Recorded data
↓
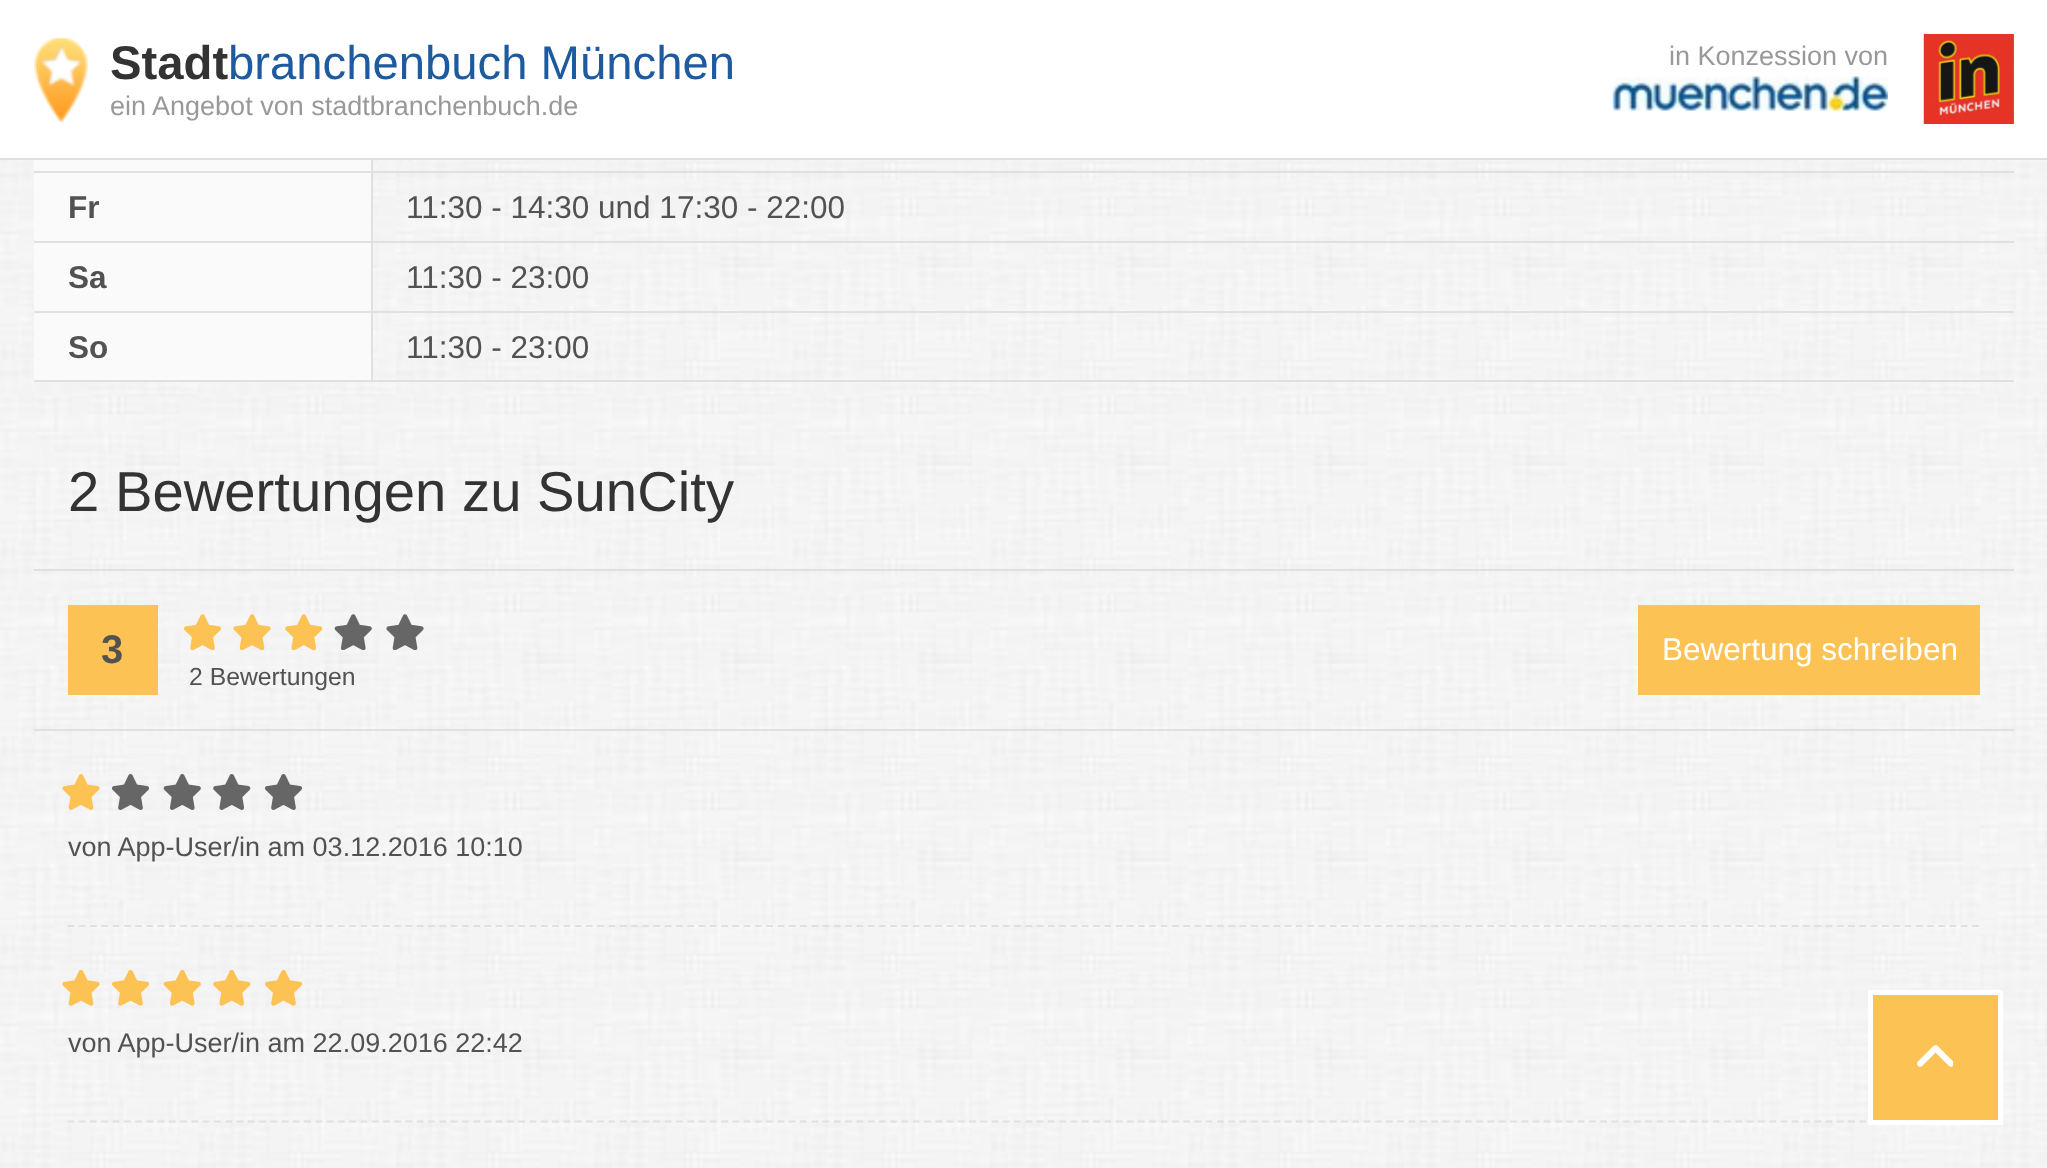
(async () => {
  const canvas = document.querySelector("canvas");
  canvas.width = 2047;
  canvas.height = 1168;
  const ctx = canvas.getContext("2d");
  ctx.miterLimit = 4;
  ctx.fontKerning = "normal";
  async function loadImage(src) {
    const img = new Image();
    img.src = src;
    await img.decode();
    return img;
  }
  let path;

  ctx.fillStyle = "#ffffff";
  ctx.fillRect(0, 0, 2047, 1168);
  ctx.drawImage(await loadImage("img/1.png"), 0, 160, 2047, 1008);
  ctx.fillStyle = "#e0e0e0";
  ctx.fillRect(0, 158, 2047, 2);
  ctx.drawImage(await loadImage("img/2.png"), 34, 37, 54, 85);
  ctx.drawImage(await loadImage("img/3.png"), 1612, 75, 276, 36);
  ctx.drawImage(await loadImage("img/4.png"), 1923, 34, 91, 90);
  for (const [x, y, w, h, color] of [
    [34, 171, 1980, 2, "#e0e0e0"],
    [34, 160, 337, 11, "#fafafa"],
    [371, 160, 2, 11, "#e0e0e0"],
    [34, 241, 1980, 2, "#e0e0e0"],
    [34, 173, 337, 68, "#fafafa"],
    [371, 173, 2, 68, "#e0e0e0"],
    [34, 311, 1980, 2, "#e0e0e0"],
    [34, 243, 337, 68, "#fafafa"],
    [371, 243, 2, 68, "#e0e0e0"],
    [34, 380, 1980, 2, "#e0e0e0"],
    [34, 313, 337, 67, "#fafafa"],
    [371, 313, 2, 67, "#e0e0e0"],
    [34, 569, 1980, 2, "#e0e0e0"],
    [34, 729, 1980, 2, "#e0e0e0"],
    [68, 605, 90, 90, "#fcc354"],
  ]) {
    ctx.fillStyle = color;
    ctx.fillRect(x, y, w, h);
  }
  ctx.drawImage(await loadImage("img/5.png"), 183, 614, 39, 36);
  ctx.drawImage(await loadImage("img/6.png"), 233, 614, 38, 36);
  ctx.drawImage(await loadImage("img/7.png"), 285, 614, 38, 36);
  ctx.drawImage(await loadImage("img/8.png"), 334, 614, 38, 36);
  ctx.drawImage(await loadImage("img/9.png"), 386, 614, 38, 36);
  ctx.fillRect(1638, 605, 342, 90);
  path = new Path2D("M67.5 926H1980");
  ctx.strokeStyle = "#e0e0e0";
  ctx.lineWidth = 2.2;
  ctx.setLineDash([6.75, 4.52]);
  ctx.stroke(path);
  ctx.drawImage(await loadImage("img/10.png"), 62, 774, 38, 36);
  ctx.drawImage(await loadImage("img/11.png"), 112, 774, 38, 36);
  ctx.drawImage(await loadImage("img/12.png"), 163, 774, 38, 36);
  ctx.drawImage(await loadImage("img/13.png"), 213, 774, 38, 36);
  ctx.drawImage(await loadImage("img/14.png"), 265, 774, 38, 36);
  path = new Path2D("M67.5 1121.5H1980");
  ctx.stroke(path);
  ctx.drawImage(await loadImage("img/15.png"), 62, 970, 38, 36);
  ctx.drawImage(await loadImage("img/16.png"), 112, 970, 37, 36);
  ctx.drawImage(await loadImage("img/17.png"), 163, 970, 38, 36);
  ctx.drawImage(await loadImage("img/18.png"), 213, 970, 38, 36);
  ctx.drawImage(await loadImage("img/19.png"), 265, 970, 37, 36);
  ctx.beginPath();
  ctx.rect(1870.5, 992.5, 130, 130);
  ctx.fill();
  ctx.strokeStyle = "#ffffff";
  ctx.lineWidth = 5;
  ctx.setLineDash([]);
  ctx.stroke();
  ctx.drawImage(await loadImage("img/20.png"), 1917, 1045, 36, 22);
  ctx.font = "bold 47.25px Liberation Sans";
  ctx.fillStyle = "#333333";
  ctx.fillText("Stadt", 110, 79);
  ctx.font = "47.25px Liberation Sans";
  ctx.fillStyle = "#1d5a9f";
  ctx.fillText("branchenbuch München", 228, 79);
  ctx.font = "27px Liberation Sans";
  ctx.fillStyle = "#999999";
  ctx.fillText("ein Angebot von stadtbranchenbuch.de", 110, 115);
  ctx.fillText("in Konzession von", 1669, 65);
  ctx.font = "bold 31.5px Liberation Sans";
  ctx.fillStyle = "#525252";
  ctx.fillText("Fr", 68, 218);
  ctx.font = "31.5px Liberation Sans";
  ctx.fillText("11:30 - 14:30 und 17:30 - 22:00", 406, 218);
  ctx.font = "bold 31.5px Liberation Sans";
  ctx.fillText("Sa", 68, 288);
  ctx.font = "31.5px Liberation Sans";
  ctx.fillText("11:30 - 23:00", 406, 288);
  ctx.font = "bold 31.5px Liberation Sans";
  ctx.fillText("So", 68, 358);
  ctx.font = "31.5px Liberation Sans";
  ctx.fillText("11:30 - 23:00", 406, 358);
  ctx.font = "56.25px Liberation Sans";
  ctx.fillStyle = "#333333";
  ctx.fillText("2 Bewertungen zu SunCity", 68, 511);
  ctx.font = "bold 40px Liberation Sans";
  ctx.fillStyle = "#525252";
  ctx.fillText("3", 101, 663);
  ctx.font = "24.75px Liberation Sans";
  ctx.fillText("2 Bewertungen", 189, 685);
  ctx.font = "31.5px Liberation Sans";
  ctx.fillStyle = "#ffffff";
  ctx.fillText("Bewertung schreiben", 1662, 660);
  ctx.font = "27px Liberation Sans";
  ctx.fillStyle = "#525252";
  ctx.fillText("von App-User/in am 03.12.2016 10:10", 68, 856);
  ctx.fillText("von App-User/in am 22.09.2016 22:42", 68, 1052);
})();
↑
What the task requires
Could you find every line in the records above that contains the word "const" and copy it?

Output for this task
  const canvas = document.querySelector("canvas");
  const ctx = canvas.getContext("2d");
    const img = new Image();
  for (const [x, y, w, h, color] of [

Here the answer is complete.